● Collected data entries:
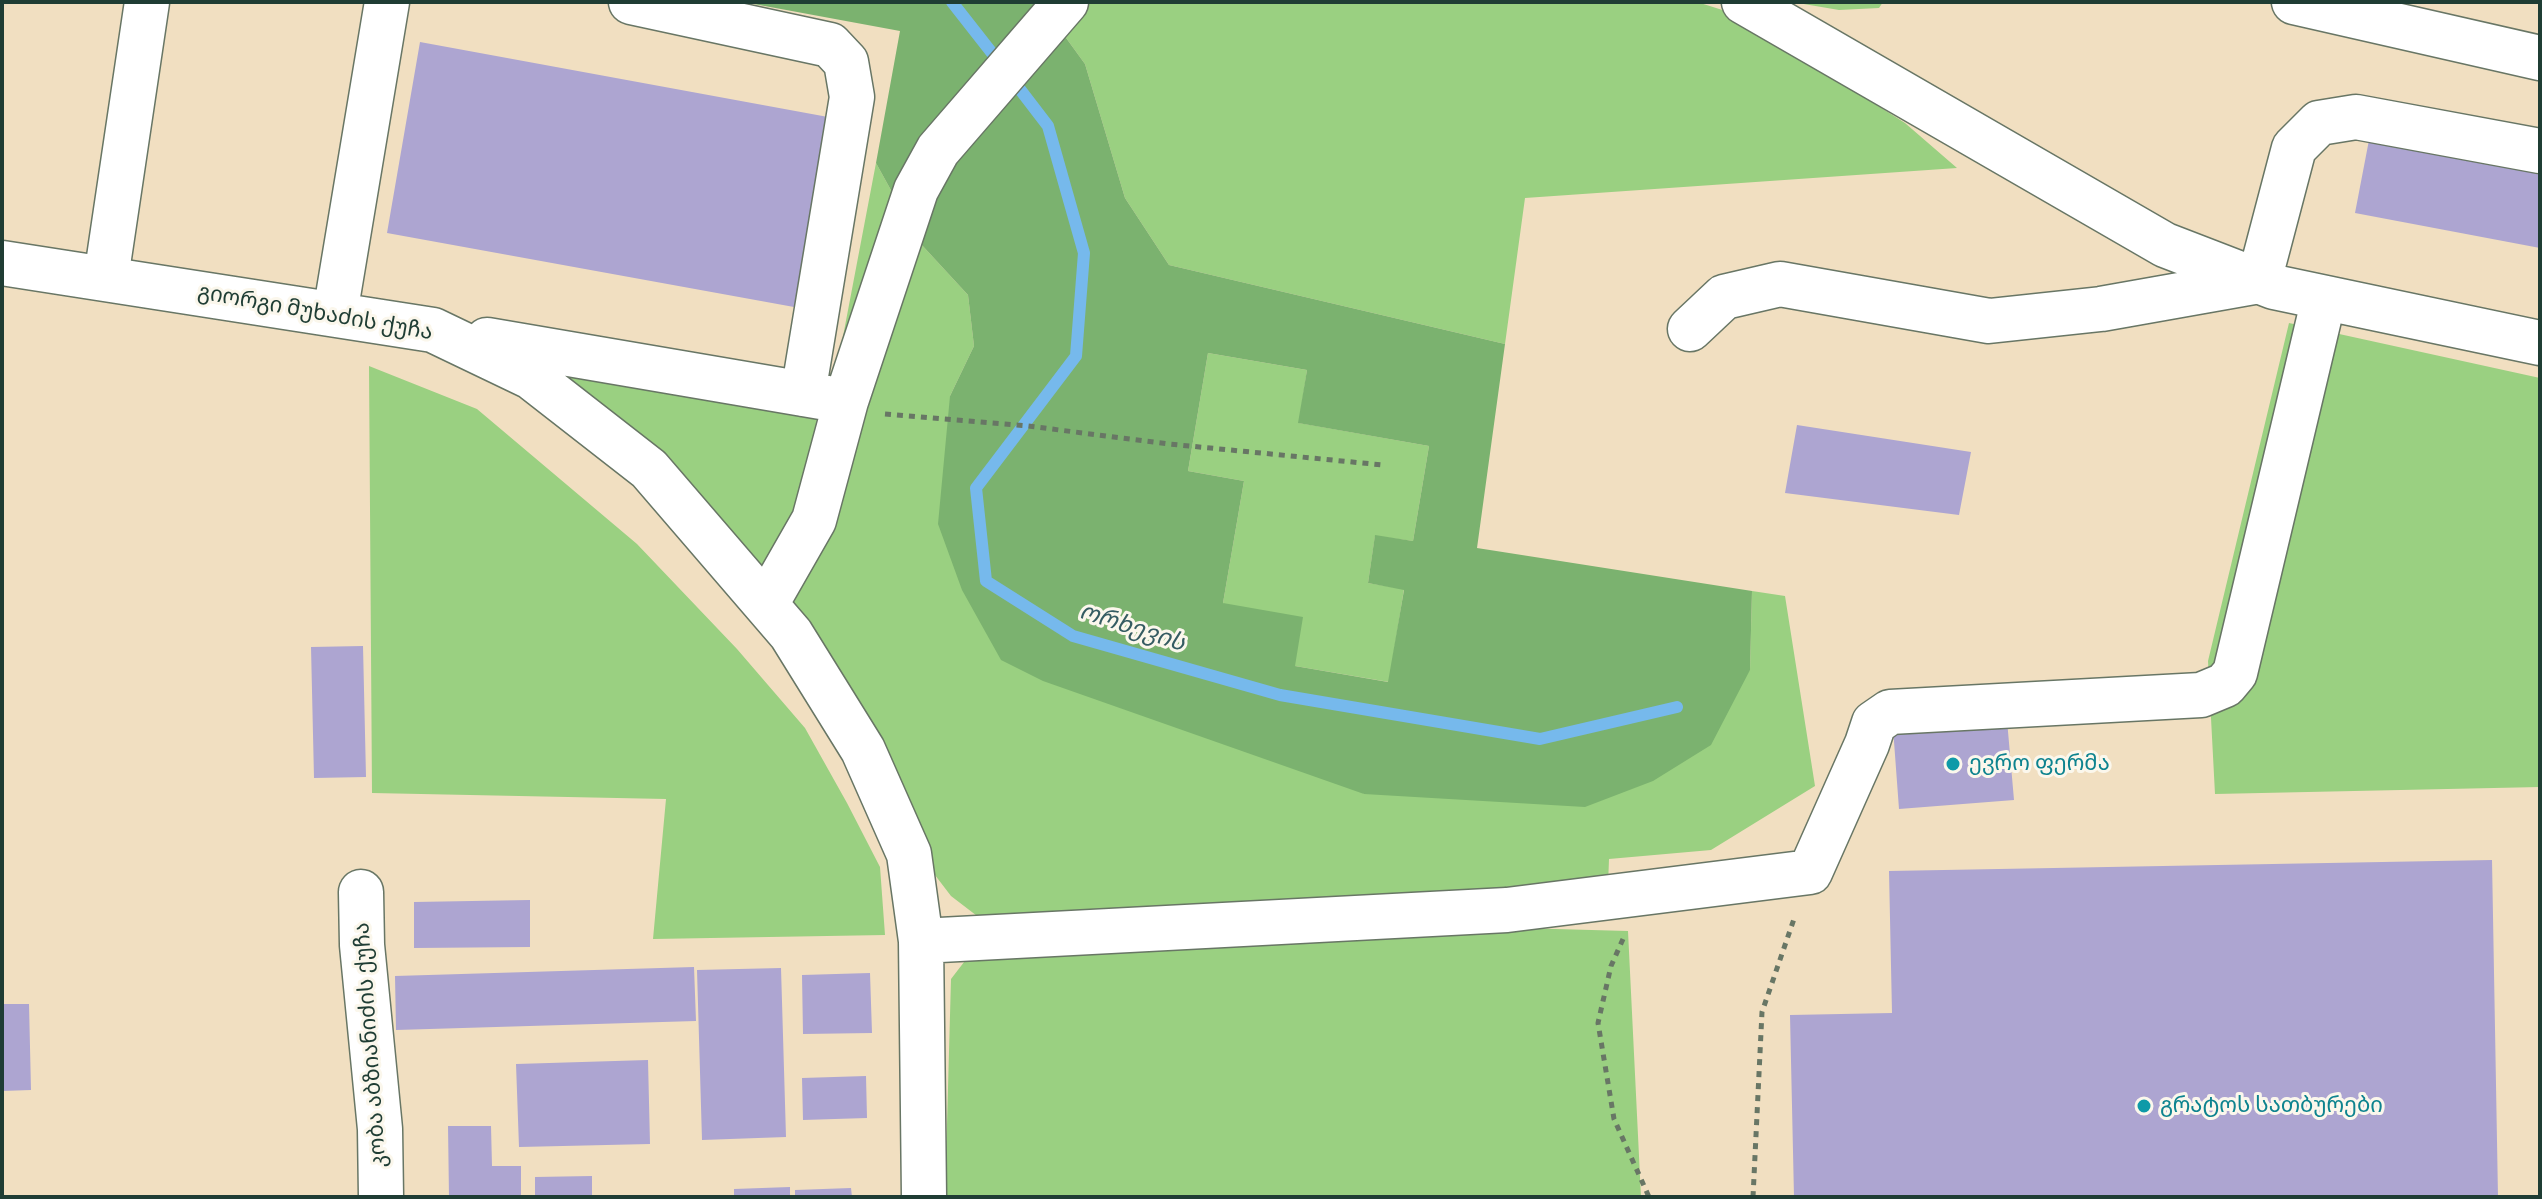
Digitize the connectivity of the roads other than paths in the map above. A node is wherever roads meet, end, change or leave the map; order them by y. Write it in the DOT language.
graph roads {
  1 [pos="147,2"];
  2 [pos="387,2"];
  3 [pos="631,2"];
  4 [pos="1066,2"];
  5 [pos="1744,2"];
  6 [pos="2294,2"];
  7 [pos="2540,58"];
  8 [pos="2540,151"];
  9 [pos="2,263"];
  10 [pos="106,278"];
  11 [pos="2259,281"];
  12 [pos="2324,298"];
  13 [pos="335,314"];
  14 [pos="1690,329"];
  15 [pos="433,330"];
  16 [pos="2540,343"];
  17 [pos="803,394"];
  18 [pos="846,401"];
  19 [pos="766,604"];
  20 [pos="361,892"];
  21 [pos="921,941"];
  22 [pos="381,1197"];
  23 [pos="924,1197"];
  1 -- 10 [label="street"];
  2 -- 13 [label="street"];
  3 -- 17 [label="street"];
  4 -- 18 [label="street"];
  5 -- 11 [label="street"];
  6 -- 7 [label="street"];
  8 -- 11 [label="street"];
  9 -- 10 [label="street, გიორგი მუხაძის ქუჩა"];
  10 -- 13 [label="street, გიორგი მუხაძის ქუჩა"];
  11 -- 12 [label="street"];
  11 -- 14 [label="street"];
  12 -- 16 [label="street"];
  12 -- 21 [label="street"];
  13 -- 15 [label="street, გიორგი მუხაძის ქუჩა"];
  15 -- 17 [label="street"];
  15 -- 19 [label="street, გიორგი მუხაძის ქუჩა"];
  17 -- 18 [label="street"];
  18 -- 19 [label="street"];
  19 -- 21 [label="street, გიორგი მუხაძის ქუჩა"];
  20 -- 22 [label="street, კობა აბზიანიძის ქუჩა"];
  21 -- 23 [label="street, გიორგი მუხაძის ქუჩა"];
}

● What the task asks: Restate the data above word for word. Skip every picture.

● Written solution:
Digitize the connectivity of the roads other than paths in the map above. A node is wherever roads meet, end, change or leave the map; order them by y. Write it in the DOT language.
graph roads {
  1 [pos="147,2"];
  2 [pos="387,2"];
  3 [pos="631,2"];
  4 [pos="1066,2"];
  5 [pos="1744,2"];
  6 [pos="2294,2"];
  7 [pos="2540,58"];
  8 [pos="2540,151"];
  9 [pos="2,263"];
  10 [pos="106,278"];
  11 [pos="2259,281"];
  12 [pos="2324,298"];
  13 [pos="335,314"];
  14 [pos="1690,329"];
  15 [pos="433,330"];
  16 [pos="2540,343"];
  17 [pos="803,394"];
  18 [pos="846,401"];
  19 [pos="766,604"];
  20 [pos="361,892"];
  21 [pos="921,941"];
  22 [pos="381,1197"];
  23 [pos="924,1197"];
  1 -- 10 [label="street"];
  2 -- 13 [label="street"];
  3 -- 17 [label="street"];
  4 -- 18 [label="street"];
  5 -- 11 [label="street"];
  6 -- 7 [label="street"];
  8 -- 11 [label="street"];
  9 -- 10 [label="street, გიორგი მუხაძის ქუჩა"];
  10 -- 13 [label="street, გიორგი მუხაძის ქუჩა"];
  11 -- 12 [label="street"];
  11 -- 14 [label="street"];
  12 -- 16 [label="street"];
  12 -- 21 [label="street"];
  13 -- 15 [label="street, გიორგი მუხაძის ქუჩა"];
  15 -- 17 [label="street"];
  15 -- 19 [label="street, გიორგი მუხაძის ქუჩა"];
  17 -- 18 [label="street"];
  18 -- 19 [label="street"];
  19 -- 21 [label="street, გიორგი მუხაძის ქუჩა"];
  20 -- 22 [label="street, კობა აბზიანიძის ქუჩა"];
  21 -- 23 [label="street, გიორგი მუხაძის ქუჩა"];
}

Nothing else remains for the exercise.